No single diagnostic modality captures the full spectrum of early disease changes. Corneal topography remains a valuable first-line, non-invasive screening tool for anterior surface irregularities, while corneal tomography reveals subtle posterior elevation and pachymetric changes. Anterior-segment optical coherence tomography enables high-resolution mapping of epithelial architecture, detecting compensatory thickness alterations in early ectasia. Functional biomechanical measurements, derived from air-puff deformation and emerging light-scattering technologies, identify underlying tissue instability even when morphology appears normal. Combining these imaging and biomechanical data through advanced machine-learning algorithms enhances diagnostic accuracy and reduces subjective variability.

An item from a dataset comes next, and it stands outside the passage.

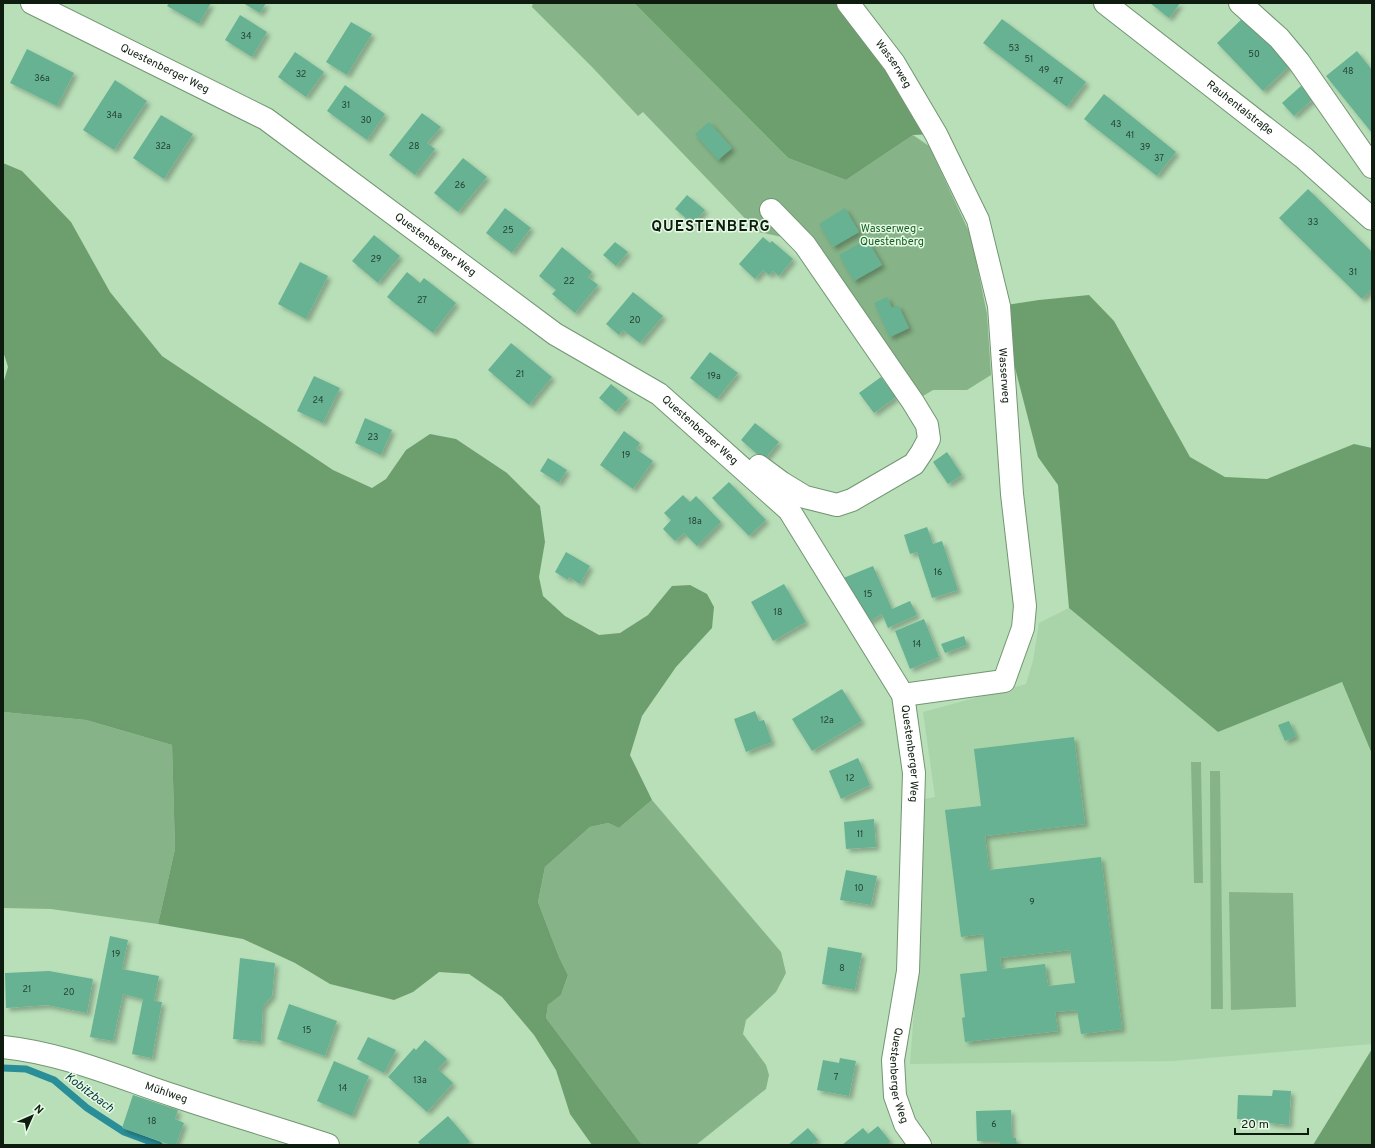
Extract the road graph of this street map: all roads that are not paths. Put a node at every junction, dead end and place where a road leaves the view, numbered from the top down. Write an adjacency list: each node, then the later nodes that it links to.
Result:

Technical sophistication alone, however, is insufficient. Socioeconomic and geographic barriers can delay diagnosis and treatment, increasing the likelihood of advanced disease at presentation. Equitable access to diagnostics, tele-ophthalmology networks, and targeted screening programs for high-risk populations is essential to maximize the benefits of early detection. Integrating cutting-edge technology with inclusive public health strategies can facilitate proactive, personalized care that preserves vision and improves quality of life for patients at risk of keratoconus.
This review has several limitations. Included studies exhibited substantial heterogeneity in study populations, imaging modalities, and definitions of early keratoconus, which may affect generalizability. Only published studies in English were considered, introducing potential publication and language bias. Study selection was performed by two independent reviewers, but subjective judgment cannot be entirely excluded. Additionally, a formal meta-analysis was not conducted due to variability in reported outcomes. Despite these limitations, the review synthesizes current evidence and highlights emerging diagnostic strategies for early keratoconus detection.
4.1. Diagnostic Technology Evolution and Visual Impact
The progression from basic corneal topography to advanced multimodal imaging has fundamentally transformed our capacity to detect keratoconus before visual compromise occurs. Traditional Placido-based topography, while accessible and widely available, primarily identifies anterior surface irregularities that represent relatively advanced disease stages. The limitation of this approach becomes evident when considering that posterior corneal changes, which are often the earliest detectable abnormalities, precede anterior surface manifestations by months or years.
Corneal tomography has emerged as the current gold standard precisely because it captures these early posterior elevation changes that correlate with better visual prognosis when treated promptly. This technological advancement has shifted the diagnostic paradigm from reactive identification of established disease to proactive detection of at-risk corneas. The integration of anterior segment optical coherence tomography adds another dimension to early detection by revealing epithelial thickness variations that represent compensatory mechanisms preceding topographic abnormalities. This capability to detect subclinical epithelial remodeling provides an additional temporal window for intervention, potentially preserving visual function that would otherwise be compromised by progressive stromal changes.
4.2. Functional Assessment Through Biomechanical Analysis
Corneal biomechanical assessment represents a paradigm shift toward functional evaluation of corneal integrity rather than purely morphological analysis. The reduction in corneal hysteresis and resistance factor observed in keratoconic eyes reflects fundamental changes in tissue mechanical properties that precede structural alterations visible on topographic imaging. This functional approach to early detection offers value in borderline cases where traditional imaging may appear normal despite underlying biomechanical compromise. The clinical significance of biomechanical parameters extends beyond diagnostic utility to prognostic value. Corneas with reduced biomechanical stability are more likely to experience rapid progression, making early identification through devices like the Corvis ST and Ocular Response Analyzer crucial for timely intervention. The correlation between biomechanical parameters and disease severity provides clinicians with objective metrics for assessing progression risk and optimizing treatment timing.
4.3. Artificial Intelligence and Enhanced Diagnostic Precision
The integration of artificial intelligence in keratoconus diagnosis represents a significant advancement in achieving consistent, objective, and highly accurate early detection. Machine learning algorithms demonstrate particular strength in analyzing complex, multidimensional datasets that incorporate topographic, tomographic, biomechanical, and epithelial thickness parameters simultaneously. This comprehensive approach achieves diagnostic high accuracy, significantly surpassing individual diagnostic modalities. The clinical value of AI-enhanced diagnosis extends beyond improved accuracy to standardization of interpretation. By reducing subjective variability in borderline cases, AI systems enable more consistent identification of early disease, ensuring that patients receive timely intervention regardless of individual clinician experience. This standardization is particularly valuable in screening programs and telemedicine applications where access to specialized expertise may be limited.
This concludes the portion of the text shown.